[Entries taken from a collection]
────────

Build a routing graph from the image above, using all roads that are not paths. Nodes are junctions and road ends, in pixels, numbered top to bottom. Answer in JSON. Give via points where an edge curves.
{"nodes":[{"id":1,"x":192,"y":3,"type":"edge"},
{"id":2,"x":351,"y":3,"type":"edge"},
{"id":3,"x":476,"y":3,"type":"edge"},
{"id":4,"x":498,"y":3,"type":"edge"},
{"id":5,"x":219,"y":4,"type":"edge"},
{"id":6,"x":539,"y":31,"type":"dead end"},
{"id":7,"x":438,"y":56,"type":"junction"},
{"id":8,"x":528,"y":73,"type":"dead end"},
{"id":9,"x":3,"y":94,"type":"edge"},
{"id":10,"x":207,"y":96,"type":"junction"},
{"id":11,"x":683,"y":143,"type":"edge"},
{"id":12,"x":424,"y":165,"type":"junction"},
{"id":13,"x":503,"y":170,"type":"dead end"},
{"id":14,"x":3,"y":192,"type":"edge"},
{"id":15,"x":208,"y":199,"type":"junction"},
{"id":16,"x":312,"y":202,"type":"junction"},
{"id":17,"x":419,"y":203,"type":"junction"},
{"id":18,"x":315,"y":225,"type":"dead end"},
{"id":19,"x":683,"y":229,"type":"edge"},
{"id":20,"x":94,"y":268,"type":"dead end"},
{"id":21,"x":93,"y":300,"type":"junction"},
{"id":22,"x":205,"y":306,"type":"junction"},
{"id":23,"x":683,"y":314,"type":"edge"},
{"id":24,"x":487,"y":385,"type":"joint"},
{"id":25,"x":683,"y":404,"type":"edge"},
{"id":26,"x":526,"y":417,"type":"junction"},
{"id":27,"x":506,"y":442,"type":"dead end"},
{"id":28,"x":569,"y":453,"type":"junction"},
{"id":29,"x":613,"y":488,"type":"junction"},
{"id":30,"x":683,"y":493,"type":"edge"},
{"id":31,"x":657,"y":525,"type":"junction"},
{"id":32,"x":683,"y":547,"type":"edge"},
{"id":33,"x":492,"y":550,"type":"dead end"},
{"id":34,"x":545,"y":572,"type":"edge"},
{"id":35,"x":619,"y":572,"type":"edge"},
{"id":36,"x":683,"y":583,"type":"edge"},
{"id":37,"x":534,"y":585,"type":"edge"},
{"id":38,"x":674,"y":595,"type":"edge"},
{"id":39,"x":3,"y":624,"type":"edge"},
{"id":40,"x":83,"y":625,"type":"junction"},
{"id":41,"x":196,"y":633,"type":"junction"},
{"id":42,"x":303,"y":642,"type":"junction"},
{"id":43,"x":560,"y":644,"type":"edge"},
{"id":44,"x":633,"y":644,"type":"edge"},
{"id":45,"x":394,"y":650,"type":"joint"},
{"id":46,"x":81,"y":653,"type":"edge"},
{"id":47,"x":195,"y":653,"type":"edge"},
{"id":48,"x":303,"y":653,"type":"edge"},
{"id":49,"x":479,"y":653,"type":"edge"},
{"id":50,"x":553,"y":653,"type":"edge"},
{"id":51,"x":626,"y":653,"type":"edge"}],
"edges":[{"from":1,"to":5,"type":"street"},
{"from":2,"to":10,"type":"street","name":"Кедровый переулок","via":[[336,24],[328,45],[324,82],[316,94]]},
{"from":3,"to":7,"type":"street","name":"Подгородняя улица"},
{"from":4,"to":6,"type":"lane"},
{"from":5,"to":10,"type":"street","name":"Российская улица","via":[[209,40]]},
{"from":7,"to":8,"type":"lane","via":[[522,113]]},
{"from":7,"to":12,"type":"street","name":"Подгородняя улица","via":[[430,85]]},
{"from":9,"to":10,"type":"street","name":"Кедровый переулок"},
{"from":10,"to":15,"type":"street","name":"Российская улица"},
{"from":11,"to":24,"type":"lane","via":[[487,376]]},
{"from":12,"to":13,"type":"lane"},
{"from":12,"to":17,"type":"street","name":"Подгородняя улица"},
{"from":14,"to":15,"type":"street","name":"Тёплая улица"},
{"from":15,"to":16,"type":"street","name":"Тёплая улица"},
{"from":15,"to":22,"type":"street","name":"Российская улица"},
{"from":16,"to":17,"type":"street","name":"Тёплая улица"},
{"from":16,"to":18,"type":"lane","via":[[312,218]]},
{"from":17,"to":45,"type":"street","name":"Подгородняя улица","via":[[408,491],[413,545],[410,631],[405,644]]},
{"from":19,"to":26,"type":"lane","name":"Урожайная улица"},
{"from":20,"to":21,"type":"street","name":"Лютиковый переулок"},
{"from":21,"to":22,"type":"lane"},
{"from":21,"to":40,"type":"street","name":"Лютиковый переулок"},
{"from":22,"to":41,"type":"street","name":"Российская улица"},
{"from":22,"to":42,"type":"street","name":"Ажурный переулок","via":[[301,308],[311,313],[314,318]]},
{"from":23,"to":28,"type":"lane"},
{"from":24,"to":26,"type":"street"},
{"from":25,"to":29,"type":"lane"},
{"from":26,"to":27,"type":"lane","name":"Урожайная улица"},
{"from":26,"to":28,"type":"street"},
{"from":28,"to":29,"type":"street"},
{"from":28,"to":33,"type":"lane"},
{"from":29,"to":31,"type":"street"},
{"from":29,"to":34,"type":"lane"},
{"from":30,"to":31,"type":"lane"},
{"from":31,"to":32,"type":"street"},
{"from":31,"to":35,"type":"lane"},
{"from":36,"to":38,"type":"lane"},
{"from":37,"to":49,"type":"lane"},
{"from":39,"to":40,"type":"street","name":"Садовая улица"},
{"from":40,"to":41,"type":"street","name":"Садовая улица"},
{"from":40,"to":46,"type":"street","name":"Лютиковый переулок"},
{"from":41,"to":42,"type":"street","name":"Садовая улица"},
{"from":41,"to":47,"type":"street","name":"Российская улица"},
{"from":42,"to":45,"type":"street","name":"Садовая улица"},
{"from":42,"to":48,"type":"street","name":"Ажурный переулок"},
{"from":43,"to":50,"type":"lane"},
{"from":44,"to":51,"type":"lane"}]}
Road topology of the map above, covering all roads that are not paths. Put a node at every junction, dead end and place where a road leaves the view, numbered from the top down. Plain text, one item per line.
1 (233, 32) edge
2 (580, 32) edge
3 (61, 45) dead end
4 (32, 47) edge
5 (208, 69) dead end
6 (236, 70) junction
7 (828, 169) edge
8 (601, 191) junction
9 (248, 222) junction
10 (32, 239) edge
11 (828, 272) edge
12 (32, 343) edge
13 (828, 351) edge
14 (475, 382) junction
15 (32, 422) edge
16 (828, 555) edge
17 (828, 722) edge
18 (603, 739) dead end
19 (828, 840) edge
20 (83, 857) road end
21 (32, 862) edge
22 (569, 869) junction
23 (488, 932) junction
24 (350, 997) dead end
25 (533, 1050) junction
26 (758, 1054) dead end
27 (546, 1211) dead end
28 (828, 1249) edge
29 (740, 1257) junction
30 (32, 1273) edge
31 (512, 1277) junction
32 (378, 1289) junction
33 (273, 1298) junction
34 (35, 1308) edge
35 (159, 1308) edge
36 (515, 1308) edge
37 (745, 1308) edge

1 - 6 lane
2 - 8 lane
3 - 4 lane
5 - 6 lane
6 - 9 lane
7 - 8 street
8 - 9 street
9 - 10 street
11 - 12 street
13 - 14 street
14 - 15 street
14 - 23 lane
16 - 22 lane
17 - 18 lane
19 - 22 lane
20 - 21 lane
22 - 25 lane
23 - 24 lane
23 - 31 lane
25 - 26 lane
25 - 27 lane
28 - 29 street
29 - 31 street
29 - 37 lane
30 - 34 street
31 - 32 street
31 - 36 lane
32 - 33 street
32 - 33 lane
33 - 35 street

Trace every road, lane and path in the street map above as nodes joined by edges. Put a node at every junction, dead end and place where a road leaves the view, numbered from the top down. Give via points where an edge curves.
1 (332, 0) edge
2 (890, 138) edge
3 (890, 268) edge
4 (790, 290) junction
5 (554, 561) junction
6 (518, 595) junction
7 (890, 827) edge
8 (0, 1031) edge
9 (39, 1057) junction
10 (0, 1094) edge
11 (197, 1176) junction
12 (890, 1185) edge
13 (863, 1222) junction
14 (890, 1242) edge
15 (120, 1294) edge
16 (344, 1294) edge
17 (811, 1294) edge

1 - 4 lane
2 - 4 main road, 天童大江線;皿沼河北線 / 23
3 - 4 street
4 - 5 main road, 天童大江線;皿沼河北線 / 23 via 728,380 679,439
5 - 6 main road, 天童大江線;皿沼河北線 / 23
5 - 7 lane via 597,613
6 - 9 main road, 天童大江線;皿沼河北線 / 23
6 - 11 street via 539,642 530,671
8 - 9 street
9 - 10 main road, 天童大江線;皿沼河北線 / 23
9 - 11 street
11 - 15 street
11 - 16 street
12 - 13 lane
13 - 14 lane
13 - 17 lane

────────

**What is expected**
Establish how many lines of the entries hold the word "天童大江線", giving nothing but the number.

**Expected answer**
5